Per gentile concessione dell'editore, pubblichiamo un brano del nuovo romanzo di Enrico Brizzi O la va o la spacca (Barbera, pagg. 144, euro 13,90), in libreria dalla prossima settimana. Una travolgente commedia nera «generazionale» ambientata in un angolo del Nord industrioso e provinciale. Lui è un ricco quarantenne, lei una ex ballerina. E poi c'è la madre di lui...
«Rilassati, cucciolo» sibilò la donna e, presa la mano di Umberto, lo guidò ancheggiando verso la camera da letto. «Ci sono io, adesso, a prendermi cura di te».
Era nuda ad eccezione delle pedaline viola decorate di piume e, in testa, portava la parrucca bianca da dama del Settecento che a lui piaceva tanto.
Umberto si lasciò condurre verso il cuore dell'appartamentino da cinquanta metri, e provò un brivido d'orgoglio nel notare che, sul copriletto di raso fucsia, troneggiava la pantera in peluche, il suo primo regalo per Vanessa.
«Ci dormi insieme?» domandò.

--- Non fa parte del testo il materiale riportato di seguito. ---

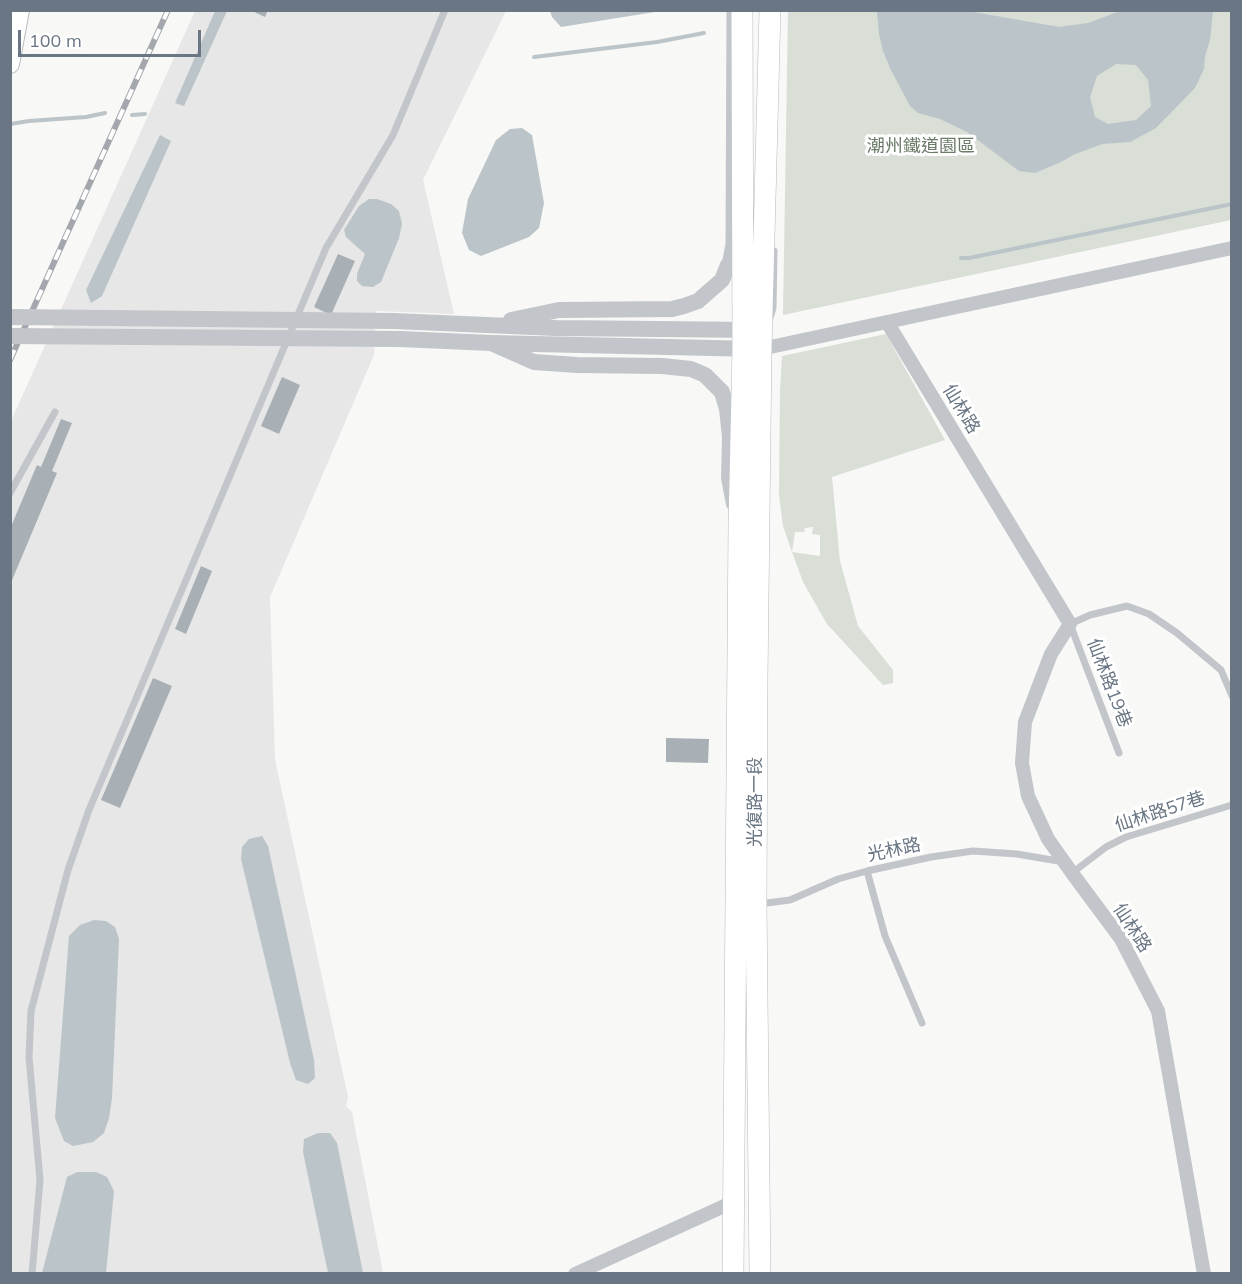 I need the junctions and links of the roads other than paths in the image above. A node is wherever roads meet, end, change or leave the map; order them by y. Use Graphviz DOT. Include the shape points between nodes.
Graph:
graph roads {
  1 [pos="20,10"];
  2 [pos="445,10"];
  3 [pos="730,10"];
  4 [pos="742,10"];
  5 [pos="770,10"];
  6 [pos="10,64"];
  7 [pos="743,248"];
  8 [pos="1232,248"];
  9 [pos="774,249"];
  10 [pos="722,280"];
  11 [pos="10,317"];
  12 [pos="886,322"];
  13 [pos="488,325"];
  14 [pos="10,336"];
  15 [pos="752,340"];
  16 [pos="491,344"];
  17 [pos="55,412"];
  18 [pos="10,493"];
  19 [pos="739,525"];
  20 [pos="1070,624"];
  21 [pos="1232,696"];
  22 [pos="1119,753"];
  23 [pos="1232,805"];
  24 [pos="1068,868"];
  25 [pos="867,871"];
  26 [pos="746,904"];
  27 [pos="922,1023"];
  28 [pos="733,1202"];
  29 [pos="32,1274"];
  30 [pos="575,1274"];
  31 [pos="733,1274"];
  32 [pos="760,1274"];
  33 [pos="1204,1274"];
  1 -- 6 [label="main road"];
  2 -- 29 [label="lane" via="393,135 326,248 89,810 68,870 31,1011 29,1057 40,1180"];
  3 -- 10 [label="lane" via="729,244"];
  4 -- 7 [label="main road"];
  5 -- 15 [label="main road"];
  7 -- 10 [label="street" via="728,265"];
  7 -- 15 [label="main road"];
  8 -- 12 [label="street"];
  9 -- 15 [label="lane" via="773,308"];
  10 -- 13 [label="street" via="698,300 672,309 559,310"];
  11 -- 13 [label="street, bridge"];
  12 -- 15 [label="street"];
  12 -- 20 [label="street, 仙林路"];
  13 -- 15 [label="street"];
  14 -- 16 [label="street, bridge" via="400,339"];
  15 -- 16 [label="street"];
  15 -- 19 [label="main road, 光復路一段"];
  15 -- 26 [label="main road, 光復路一段" via="756,691"];
  16 -- 19 [label="street" via="534,362 662,366 691,369 705,375 722,392 728,409 729,478"];
  17 -- 18 [label="lane"];
  19 -- 26 [label="main road, 光復路一段"];
  20 -- 21 [label="lane" via="1128,606 1149,614 1221,670"];
  20 -- 22 [label="lane, 仙林路19巷"];
  20 -- 24 [label="street, 仙林路" via="1052,654 1025,722 1022,764 1028,796"];
  23 -- 24 [label="lane, 仙林路57巷" via="1126,837"];
  24 -- 25 [label="lane, 光林路" via="1017,854 973,851"];
  24 -- 33 [label="street, 仙林路" via="1121,939 1158,1011"];
  25 -- 26 [label="lane, 光林路" via="790,900"];
  25 -- 27 [label="lane" via="885,936"];
  26 -- 28 [label="main road, 光復路一段"];
  26 -- 32 [label="main road, 光復路一段"];
  28 -- 30 [label="street"];
  28 -- 31 [label="main road, 光復路一段"];
}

Voleva essere un commento spiritoso, invece la voce gli uscì indecisa, come quella di un ragazzino.
«Solo con lei» garantì Vanessa. «Mi ricorda di quanto possiamo stare bene insieme».
Avevano trascorso un finesettimana ad Abano Terme, il mese prima, e lui, per la prima volta, aveva dormito insieme a una donna dopo averci fatto l'amore.
Quella stessa donna di quarantadue anni improvvisò un ruggito mentre sfilava la giacca di lui, un modello in panno di taglio giovanilista e marina-resco, corredato da ricercati bottoni color senape. Umberto l'aveva ritirata il giorno prima dai Fratelli Villalta, sotto i portici di Piazza Grande; la firma d'uno stilista emergente e il vezzo dei bottoni colorati facevano lievitare il prezzo oltre i 700 euro, e i Villalta gli avevano assicurato che nessun altro, in città, poteva pavoneggiarsi fasciato da una meraviglia del genere. Così lo colse un brivido di turbamento, quando Vanessa lasciò cadere la giacca sul finto parquet ai loro piedi. Aveva udito distintamente l'urto dell'iPhone aziendale sul pavimento e, per un attimo, gli suonò in testa come un cattivo presagio la voce chioccia e altisonante di sua madre che lo rimproverava per avere scheggiato il telefono. La vecchia ci andava a nozze, con queste cose. Défaillance, le chiamava. Le défaillance del mio Bubi.
«Qualcosa non va, cucciolo?» domandò Vanessa. Era stata cantante e ballerina, in gioventù, e continuava a pensare a se stessa come a una performer, una pedina sulla scacchiera dell'industria dell'intrattenimento: il suo compito era ancora quello di distrarre gli uomini, e far loro dimenticare i propri demoni.
Umberto si limitò a mormorare uno: «Scusa» qualsiasi, per chinarsi a raccogliere l'iPhone dalla giacca. Sembrava intatto: il guscio di gomma tempestato di teschi, acquistato il mese prima all'aeroporto di Francoforte, aveva fatto il suo lavoro. «Lo metto in modalità aereo» annunciò, per giustificarsi. «Così dalla ditta non rompono».
Vanessa, sorridendogli come faceva a tanti altri, sussurrò: «Non ci pensare, amorino». Accennando una piccola danza lasciva, lo spinse spalle al muro, per inginocchiarsi di fronte a lui e liberare dall'intralcio della cintura i calzoni gialli con inserti scamosciati da 250 euro, in teoria ispirati al mondo del golf.
Molti peluche li osservavano dalle scansie economiche allineate sulla parete opposta: c'erano Snoopy e il gatto Garfield, ma anche animali generici, fra i quali Umberto riconobbe una foca, un tenero koala e una specie di Bambi. Provò a dimenticare chi poteva averli regalati a Vanessa.